“Well, I don’t sort o’ take to ’im neither,” Mrs. Gullick observed, sympathizing with the bride’s feeling. “I do hope he’ll be kind to the pore young thing; that I do.”

“She wouldn’t never give it ’im back; she’s that good,” another woman remarked.

“Who’s the gentleman as she had set her heart on?” a romantic young woman enquired.

“Oh, it’s only wot they say,” said Dodge judicially; “it’s no use a listening to all one hears—not by a long way.”

“You ’ad it from Lord Engleton’s coachman, didn’t you?” prompted Mrs. Gullick.

“Which he heard it said by the gardener at Mr. Jordan’s, as Miss Marion was always about with Mr. Fleming.”

The murmur of interest at this announcement was drowned by the sound of carriage wheels. The bride had come.

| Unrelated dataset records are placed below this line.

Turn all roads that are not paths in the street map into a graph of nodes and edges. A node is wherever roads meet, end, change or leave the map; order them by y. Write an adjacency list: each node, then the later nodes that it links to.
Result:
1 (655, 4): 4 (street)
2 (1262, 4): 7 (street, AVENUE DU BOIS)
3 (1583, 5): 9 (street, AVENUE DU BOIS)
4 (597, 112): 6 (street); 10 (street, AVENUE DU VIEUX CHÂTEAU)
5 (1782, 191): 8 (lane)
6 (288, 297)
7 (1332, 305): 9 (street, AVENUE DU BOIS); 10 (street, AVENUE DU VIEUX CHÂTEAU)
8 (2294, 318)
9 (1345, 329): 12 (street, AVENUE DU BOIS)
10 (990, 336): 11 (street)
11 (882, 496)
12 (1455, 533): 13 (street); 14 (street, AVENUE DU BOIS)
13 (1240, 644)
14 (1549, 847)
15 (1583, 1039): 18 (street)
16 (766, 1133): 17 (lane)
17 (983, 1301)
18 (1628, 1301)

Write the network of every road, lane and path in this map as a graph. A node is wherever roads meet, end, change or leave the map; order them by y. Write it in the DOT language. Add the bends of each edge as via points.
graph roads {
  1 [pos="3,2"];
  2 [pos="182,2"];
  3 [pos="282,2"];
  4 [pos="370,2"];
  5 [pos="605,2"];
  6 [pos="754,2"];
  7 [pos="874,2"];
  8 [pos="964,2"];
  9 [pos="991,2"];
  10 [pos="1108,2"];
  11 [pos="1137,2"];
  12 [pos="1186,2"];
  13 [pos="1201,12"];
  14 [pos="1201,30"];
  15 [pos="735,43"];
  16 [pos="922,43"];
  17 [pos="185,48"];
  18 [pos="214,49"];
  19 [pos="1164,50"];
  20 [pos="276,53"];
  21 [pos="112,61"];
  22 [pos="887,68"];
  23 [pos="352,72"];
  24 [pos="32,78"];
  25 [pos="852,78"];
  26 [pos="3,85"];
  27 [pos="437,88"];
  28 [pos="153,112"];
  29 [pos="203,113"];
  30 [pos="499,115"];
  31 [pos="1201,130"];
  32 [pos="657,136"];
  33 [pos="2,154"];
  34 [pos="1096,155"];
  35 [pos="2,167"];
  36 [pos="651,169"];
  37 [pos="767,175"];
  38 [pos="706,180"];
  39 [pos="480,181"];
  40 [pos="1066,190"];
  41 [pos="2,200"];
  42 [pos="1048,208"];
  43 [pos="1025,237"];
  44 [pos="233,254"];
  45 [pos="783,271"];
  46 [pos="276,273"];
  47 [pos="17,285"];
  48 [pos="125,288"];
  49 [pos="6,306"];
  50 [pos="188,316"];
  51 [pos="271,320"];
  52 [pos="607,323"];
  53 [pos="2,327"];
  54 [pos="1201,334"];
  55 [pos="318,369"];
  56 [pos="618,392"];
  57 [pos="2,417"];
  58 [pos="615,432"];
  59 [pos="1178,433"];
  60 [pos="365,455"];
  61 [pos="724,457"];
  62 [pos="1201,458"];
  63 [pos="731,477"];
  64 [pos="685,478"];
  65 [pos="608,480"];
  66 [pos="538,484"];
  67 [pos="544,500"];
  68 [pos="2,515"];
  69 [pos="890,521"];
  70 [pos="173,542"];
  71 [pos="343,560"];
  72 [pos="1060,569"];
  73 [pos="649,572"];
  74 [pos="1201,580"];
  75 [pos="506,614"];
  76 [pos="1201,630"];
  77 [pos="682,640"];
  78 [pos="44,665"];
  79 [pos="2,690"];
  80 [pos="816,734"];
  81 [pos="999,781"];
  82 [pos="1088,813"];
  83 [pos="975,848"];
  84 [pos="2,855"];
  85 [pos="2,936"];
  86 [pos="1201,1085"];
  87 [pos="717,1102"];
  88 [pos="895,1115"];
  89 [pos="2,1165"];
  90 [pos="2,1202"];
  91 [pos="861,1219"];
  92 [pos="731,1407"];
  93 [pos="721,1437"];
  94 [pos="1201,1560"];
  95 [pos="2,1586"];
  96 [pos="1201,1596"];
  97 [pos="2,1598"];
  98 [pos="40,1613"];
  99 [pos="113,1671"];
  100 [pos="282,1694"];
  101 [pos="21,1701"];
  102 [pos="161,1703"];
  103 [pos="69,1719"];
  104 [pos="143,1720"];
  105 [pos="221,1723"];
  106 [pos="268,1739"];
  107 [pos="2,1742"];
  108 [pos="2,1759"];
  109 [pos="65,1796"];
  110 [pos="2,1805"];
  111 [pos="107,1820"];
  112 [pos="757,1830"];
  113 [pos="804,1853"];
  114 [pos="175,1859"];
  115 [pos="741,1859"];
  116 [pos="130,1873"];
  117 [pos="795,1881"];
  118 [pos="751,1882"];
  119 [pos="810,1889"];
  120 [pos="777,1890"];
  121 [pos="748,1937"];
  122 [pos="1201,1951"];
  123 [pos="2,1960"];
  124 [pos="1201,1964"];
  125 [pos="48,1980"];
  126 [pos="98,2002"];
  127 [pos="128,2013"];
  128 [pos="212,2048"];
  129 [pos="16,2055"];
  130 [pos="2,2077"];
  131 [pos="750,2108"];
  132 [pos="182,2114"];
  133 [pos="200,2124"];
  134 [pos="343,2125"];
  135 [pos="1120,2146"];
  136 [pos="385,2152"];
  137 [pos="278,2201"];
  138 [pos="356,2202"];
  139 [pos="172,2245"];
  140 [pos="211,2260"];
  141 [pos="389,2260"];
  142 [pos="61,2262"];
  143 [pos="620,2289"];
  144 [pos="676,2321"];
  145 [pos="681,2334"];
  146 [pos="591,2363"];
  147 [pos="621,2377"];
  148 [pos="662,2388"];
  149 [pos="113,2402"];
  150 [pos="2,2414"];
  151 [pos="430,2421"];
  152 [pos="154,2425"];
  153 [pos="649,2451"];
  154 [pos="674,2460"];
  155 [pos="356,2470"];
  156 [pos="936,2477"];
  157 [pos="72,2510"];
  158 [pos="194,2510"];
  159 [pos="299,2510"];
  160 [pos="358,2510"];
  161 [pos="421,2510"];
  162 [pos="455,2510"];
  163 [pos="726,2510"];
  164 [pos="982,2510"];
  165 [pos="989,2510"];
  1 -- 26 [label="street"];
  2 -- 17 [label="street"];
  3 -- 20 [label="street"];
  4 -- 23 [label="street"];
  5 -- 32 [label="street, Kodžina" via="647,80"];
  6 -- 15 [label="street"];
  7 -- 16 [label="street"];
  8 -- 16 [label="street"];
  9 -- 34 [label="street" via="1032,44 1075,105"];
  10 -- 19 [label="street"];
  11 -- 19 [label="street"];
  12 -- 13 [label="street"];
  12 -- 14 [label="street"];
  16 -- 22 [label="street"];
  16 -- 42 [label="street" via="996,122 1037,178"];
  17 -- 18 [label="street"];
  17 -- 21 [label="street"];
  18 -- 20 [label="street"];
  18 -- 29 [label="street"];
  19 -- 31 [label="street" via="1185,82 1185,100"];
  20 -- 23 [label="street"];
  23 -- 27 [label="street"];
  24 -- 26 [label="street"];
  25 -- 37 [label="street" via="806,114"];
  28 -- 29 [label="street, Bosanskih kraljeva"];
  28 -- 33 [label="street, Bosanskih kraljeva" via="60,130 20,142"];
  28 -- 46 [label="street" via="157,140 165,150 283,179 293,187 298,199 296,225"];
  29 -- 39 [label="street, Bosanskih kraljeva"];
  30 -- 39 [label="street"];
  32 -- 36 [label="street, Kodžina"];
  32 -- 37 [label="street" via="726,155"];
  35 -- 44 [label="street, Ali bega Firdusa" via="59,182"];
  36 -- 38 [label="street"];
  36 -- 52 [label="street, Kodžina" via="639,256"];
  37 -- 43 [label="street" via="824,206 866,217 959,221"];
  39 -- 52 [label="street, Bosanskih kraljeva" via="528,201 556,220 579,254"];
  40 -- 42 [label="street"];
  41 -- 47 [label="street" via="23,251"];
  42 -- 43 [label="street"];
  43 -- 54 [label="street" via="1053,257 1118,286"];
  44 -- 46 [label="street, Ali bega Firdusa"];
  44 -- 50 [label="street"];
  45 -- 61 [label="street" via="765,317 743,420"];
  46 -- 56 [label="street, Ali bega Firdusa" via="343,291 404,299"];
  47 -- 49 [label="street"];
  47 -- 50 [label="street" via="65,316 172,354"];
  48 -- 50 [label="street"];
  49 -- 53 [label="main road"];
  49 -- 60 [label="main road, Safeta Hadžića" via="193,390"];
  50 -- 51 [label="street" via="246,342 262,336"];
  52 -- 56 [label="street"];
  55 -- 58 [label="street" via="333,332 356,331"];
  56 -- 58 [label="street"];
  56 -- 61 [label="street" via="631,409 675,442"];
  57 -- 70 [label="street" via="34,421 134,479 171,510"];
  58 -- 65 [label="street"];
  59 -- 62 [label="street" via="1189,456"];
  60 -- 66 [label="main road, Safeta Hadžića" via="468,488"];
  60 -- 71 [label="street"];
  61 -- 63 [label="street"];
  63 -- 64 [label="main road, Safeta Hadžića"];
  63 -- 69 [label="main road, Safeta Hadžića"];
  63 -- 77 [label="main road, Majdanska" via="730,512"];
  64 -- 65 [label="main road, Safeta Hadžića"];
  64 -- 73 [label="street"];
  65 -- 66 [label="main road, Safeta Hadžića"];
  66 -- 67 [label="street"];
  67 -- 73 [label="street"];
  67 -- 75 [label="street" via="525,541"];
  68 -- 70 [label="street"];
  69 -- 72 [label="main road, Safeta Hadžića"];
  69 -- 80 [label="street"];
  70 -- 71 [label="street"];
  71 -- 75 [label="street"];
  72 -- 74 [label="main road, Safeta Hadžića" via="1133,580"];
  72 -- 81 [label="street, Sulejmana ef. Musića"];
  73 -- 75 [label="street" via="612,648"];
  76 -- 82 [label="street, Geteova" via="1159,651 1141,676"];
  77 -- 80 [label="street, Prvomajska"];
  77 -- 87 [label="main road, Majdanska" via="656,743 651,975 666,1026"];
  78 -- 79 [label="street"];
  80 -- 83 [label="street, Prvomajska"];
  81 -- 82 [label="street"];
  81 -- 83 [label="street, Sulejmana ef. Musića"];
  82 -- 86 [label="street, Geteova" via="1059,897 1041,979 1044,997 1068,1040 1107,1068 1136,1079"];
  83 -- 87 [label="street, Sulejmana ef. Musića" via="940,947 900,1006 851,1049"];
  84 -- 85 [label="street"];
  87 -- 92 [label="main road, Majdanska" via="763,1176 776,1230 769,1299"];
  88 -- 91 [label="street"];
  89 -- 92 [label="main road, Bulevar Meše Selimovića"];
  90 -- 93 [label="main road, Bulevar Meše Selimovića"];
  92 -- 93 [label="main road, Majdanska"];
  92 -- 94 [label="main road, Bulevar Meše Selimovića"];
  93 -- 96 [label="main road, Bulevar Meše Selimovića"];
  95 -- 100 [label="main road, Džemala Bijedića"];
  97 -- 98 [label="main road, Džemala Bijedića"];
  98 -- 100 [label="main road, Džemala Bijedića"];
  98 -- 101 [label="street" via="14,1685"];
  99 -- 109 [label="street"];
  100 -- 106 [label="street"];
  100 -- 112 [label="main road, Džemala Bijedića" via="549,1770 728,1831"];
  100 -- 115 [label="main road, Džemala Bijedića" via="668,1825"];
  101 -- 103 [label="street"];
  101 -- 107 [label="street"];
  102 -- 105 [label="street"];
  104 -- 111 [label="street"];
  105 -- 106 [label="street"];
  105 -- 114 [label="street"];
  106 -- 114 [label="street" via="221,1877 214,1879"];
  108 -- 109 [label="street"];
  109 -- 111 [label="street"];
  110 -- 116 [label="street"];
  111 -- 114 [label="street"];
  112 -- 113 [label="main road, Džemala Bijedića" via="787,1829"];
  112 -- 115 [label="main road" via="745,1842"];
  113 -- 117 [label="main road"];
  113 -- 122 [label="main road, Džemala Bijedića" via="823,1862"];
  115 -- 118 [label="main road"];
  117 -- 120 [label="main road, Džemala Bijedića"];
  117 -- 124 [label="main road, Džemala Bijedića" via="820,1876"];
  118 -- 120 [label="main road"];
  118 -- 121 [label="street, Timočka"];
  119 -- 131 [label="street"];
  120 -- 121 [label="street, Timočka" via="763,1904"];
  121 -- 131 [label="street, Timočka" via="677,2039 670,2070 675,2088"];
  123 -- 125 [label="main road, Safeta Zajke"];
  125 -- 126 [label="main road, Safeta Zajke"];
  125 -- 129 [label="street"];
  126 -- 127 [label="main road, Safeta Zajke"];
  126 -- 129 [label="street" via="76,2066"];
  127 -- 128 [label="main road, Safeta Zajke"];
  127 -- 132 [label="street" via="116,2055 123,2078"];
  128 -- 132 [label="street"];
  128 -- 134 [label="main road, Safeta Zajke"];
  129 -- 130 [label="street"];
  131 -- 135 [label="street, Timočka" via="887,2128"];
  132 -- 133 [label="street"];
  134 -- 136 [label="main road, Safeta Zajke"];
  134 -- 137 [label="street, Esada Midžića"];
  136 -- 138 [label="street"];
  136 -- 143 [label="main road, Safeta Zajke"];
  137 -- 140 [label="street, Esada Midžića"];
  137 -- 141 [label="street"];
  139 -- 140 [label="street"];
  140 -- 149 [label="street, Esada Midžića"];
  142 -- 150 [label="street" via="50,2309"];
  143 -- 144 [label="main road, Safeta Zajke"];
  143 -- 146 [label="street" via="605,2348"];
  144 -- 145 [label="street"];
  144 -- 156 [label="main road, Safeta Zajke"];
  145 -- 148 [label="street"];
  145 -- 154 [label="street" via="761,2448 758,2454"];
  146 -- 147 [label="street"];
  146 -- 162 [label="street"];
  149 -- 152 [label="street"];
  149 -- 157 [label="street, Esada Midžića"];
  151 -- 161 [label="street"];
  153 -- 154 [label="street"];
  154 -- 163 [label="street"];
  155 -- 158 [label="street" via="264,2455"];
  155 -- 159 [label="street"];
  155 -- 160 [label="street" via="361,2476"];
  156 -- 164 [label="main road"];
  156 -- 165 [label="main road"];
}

“See the ideal and ethereal being whom you have been so faithfully impersonating all the afternoon!” exclaimed Hadria.

A fair, faint, admirably gentle creature, floating in a mist of tulle, was wafted out of the brougham, the spring sunshine burnishing the pale hair, and flashing a dazzling sword-like glance on the string of diamonds at her throat.

It seemed too emphatic, too keen a greeting for the faint ambiguous being, about to put the teaching of her girlhood, and her pretty hopes and faiths, to the test.